Work required:
Output each of the entries exactly, skipping every picture they contain.

[Stored data entries]
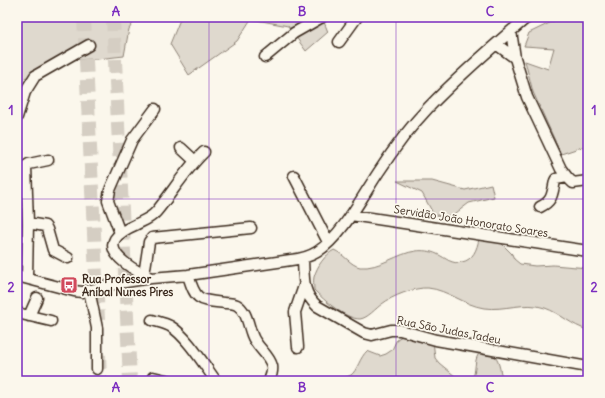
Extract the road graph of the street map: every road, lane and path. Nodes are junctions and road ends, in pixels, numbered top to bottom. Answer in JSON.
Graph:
{"nodes":[{"id":1,"x":322,"y":17,"type":"edge"},
{"id":2,"x":357,"y":17,"type":"edge"},
{"id":3,"x":525,"y":18,"type":"edge"},
{"id":4,"x":511,"y":31,"type":"junction"},
{"id":5,"x":339,"y":42,"type":"dead end"},
{"id":6,"x":496,"y":44,"type":"junction"},
{"id":7,"x":90,"y":45,"type":"dead end"},
{"id":8,"x":265,"y":57,"type":"dead end"},
{"id":9,"x":515,"y":58,"type":"junction"},
{"id":10,"x":155,"y":109,"type":"dead end"},
{"id":11,"x":17,"y":117,"type":"edge"},
{"id":12,"x":181,"y":148,"type":"dead end"},
{"id":13,"x":204,"y":152,"type":"dead end"},
{"id":14,"x":48,"y":160,"type":"dead end"},
{"id":15,"x":195,"y":161,"type":"junction"},
{"id":16,"x":294,"y":176,"type":"dead end"},
{"id":17,"x":567,"y":177,"type":"junction"},
{"id":18,"x":588,"y":181,"type":"edge"},
{"id":19,"x":540,"y":207,"type":"dead end"},
{"id":20,"x":351,"y":215,"type":"junction"},
{"id":21,"x":28,"y":223,"type":"junction"},
{"id":22,"x":251,"y":228,"type":"dead end"},
{"id":23,"x":120,"y":233,"type":"junction"},
{"id":24,"x":328,"y":242,"type":"junction"},
{"id":25,"x":588,"y":252,"type":"edge"},
{"id":26,"x":68,"y":258,"type":"dead end"},
{"id":27,"x":303,"y":259,"type":"junction"},
{"id":28,"x":188,"y":275,"type":"junction"},
{"id":29,"x":17,"y":276,"type":"edge"},
{"id":30,"x":148,"y":276,"type":"junction"},
{"id":31,"x":27,"y":278,"type":"junction"},
{"id":32,"x":304,"y":286,"type":"junction"},
{"id":33,"x":89,"y":290,"type":"junction"},
{"id":34,"x":37,"y":298,"type":"dead end"},
{"id":35,"x":17,"y":313,"type":"edge"},
{"id":36,"x":29,"y":316,"type":"junction"},
{"id":37,"x":152,"y":320,"type":"dead end"},
{"id":38,"x":51,"y":321,"type":"dead end"},
{"id":39,"x":298,"y":347,"type":"dead end"},
{"id":40,"x":588,"y":367,"type":"edge"},
{"id":41,"x":97,"y":368,"type":"dead end"},
{"id":42,"x":153,"y":377,"type":"dead end"},
{"id":43,"x":170,"y":381,"type":"edge"},
{"id":44,"x":216,"y":381,"type":"edge"},
{"id":45,"x":269,"y":381,"type":"edge"}],
"edges":[{"from":1,"to":8,"type":"street"},
{"from":2,"to":5,"type":"street"},
{"from":3,"to":4,"type":"street"},
{"from":4,"to":6,"type":"street"},
{"from":4,"to":9,"type":"street"},
{"from":6,"to":9,"type":"street"},
{"from":6,"to":20,"type":"street"},
{"from":7,"to":11,"type":"street"},
{"from":9,"to":17,"type":"street"},
{"from":10,"to":23,"type":"street"},
{"from":12,"to":15,"type":"street"},
{"from":13,"to":15,"type":"street"},
{"from":14,"to":21,"type":"street"},
{"from":15,"to":23,"type":"street"},
{"from":16,"to":24,"type":"street"},
{"from":17,"to":18,"type":"street"},
{"from":17,"to":19,"type":"street"},
{"from":20,"to":24,"type":"street"},
{"from":20,"to":25,"type":"street","name":"Servidão João Honorato Soares"},
{"from":21,"to":26,"type":"street"},
{"from":21,"to":31,"type":"street"},
{"from":22,"to":30,"type":"street"},
{"from":23,"to":30,"type":"street"},
{"from":24,"to":27,"type":"street"},
{"from":27,"to":28,"type":"street"},
{"from":27,"to":32,"type":"street","name":"Rua São Judas Tadeu"},
{"from":28,"to":30,"type":"street"},
{"from":28,"to":45,"type":"street"},
{"from":29,"to":31,"type":"street"},
{"from":30,"to":33,"type":"street"},
{"from":31,"to":33,"type":"street"},
{"from":32,"to":39,"type":"street"},
{"from":32,"to":40,"type":"street","name":"Rua São Judas Tadeu"},
{"from":33,"to":41,"type":"street"},
{"from":34,"to":36,"type":"street"},
{"from":35,"to":36,"type":"street"},
{"from":36,"to":38,"type":"street"},
{"from":37,"to":44,"type":"street"},
{"from":42,"to":43,"type":"street"}]}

Task answer:
Extract the road graph of the street map: every road, lane and path. Nodes are junctions and road ends, in pixels, numbered top to bottom. Answer in JSON.
Graph:
{"nodes":[{"id":1,"x":322,"y":17,"type":"edge"},
{"id":2,"x":357,"y":17,"type":"edge"},
{"id":3,"x":525,"y":18,"type":"edge"},
{"id":4,"x":511,"y":31,"type":"junction"},
{"id":5,"x":339,"y":42,"type":"dead end"},
{"id":6,"x":496,"y":44,"type":"junction"},
{"id":7,"x":90,"y":45,"type":"dead end"},
{"id":8,"x":265,"y":57,"type":"dead end"},
{"id":9,"x":515,"y":58,"type":"junction"},
{"id":10,"x":155,"y":109,"type":"dead end"},
{"id":11,"x":17,"y":117,"type":"edge"},
{"id":12,"x":181,"y":148,"type":"dead end"},
{"id":13,"x":204,"y":152,"type":"dead end"},
{"id":14,"x":48,"y":160,"type":"dead end"},
{"id":15,"x":195,"y":161,"type":"junction"},
{"id":16,"x":294,"y":176,"type":"dead end"},
{"id":17,"x":567,"y":177,"type":"junction"},
{"id":18,"x":588,"y":181,"type":"edge"},
{"id":19,"x":540,"y":207,"type":"dead end"},
{"id":20,"x":351,"y":215,"type":"junction"},
{"id":21,"x":28,"y":223,"type":"junction"},
{"id":22,"x":251,"y":228,"type":"dead end"},
{"id":23,"x":120,"y":233,"type":"junction"},
{"id":24,"x":328,"y":242,"type":"junction"},
{"id":25,"x":588,"y":252,"type":"edge"},
{"id":26,"x":68,"y":258,"type":"dead end"},
{"id":27,"x":303,"y":259,"type":"junction"},
{"id":28,"x":188,"y":275,"type":"junction"},
{"id":29,"x":17,"y":276,"type":"edge"},
{"id":30,"x":148,"y":276,"type":"junction"},
{"id":31,"x":27,"y":278,"type":"junction"},
{"id":32,"x":304,"y":286,"type":"junction"},
{"id":33,"x":89,"y":290,"type":"junction"},
{"id":34,"x":37,"y":298,"type":"dead end"},
{"id":35,"x":17,"y":313,"type":"edge"},
{"id":36,"x":29,"y":316,"type":"junction"},
{"id":37,"x":152,"y":320,"type":"dead end"},
{"id":38,"x":51,"y":321,"type":"dead end"},
{"id":39,"x":298,"y":347,"type":"dead end"},
{"id":40,"x":588,"y":367,"type":"edge"},
{"id":41,"x":97,"y":368,"type":"dead end"},
{"id":42,"x":153,"y":377,"type":"dead end"},
{"id":43,"x":170,"y":381,"type":"edge"},
{"id":44,"x":216,"y":381,"type":"edge"},
{"id":45,"x":269,"y":381,"type":"edge"}],
"edges":[{"from":1,"to":8,"type":"street"},
{"from":2,"to":5,"type":"street"},
{"from":3,"to":4,"type":"street"},
{"from":4,"to":6,"type":"street"},
{"from":4,"to":9,"type":"street"},
{"from":6,"to":9,"type":"street"},
{"from":6,"to":20,"type":"street"},
{"from":7,"to":11,"type":"street"},
{"from":9,"to":17,"type":"street"},
{"from":10,"to":23,"type":"street"},
{"from":12,"to":15,"type":"street"},
{"from":13,"to":15,"type":"street"},
{"from":14,"to":21,"type":"street"},
{"from":15,"to":23,"type":"street"},
{"from":16,"to":24,"type":"street"},
{"from":17,"to":18,"type":"street"},
{"from":17,"to":19,"type":"street"},
{"from":20,"to":24,"type":"street"},
{"from":20,"to":25,"type":"street","name":"Servidão João Honorato Soares"},
{"from":21,"to":26,"type":"street"},
{"from":21,"to":31,"type":"street"},
{"from":22,"to":30,"type":"street"},
{"from":23,"to":30,"type":"street"},
{"from":24,"to":27,"type":"street"},
{"from":27,"to":28,"type":"street"},
{"from":27,"to":32,"type":"street","name":"Rua São Judas Tadeu"},
{"from":28,"to":30,"type":"street"},
{"from":28,"to":45,"type":"street"},
{"from":29,"to":31,"type":"street"},
{"from":30,"to":33,"type":"street"},
{"from":31,"to":33,"type":"street"},
{"from":32,"to":39,"type":"street"},
{"from":32,"to":40,"type":"street","name":"Rua São Judas Tadeu"},
{"from":33,"to":41,"type":"street"},
{"from":34,"to":36,"type":"street"},
{"from":35,"to":36,"type":"street"},
{"from":36,"to":38,"type":"street"},
{"from":37,"to":44,"type":"street"},
{"from":42,"to":43,"type":"street"}]}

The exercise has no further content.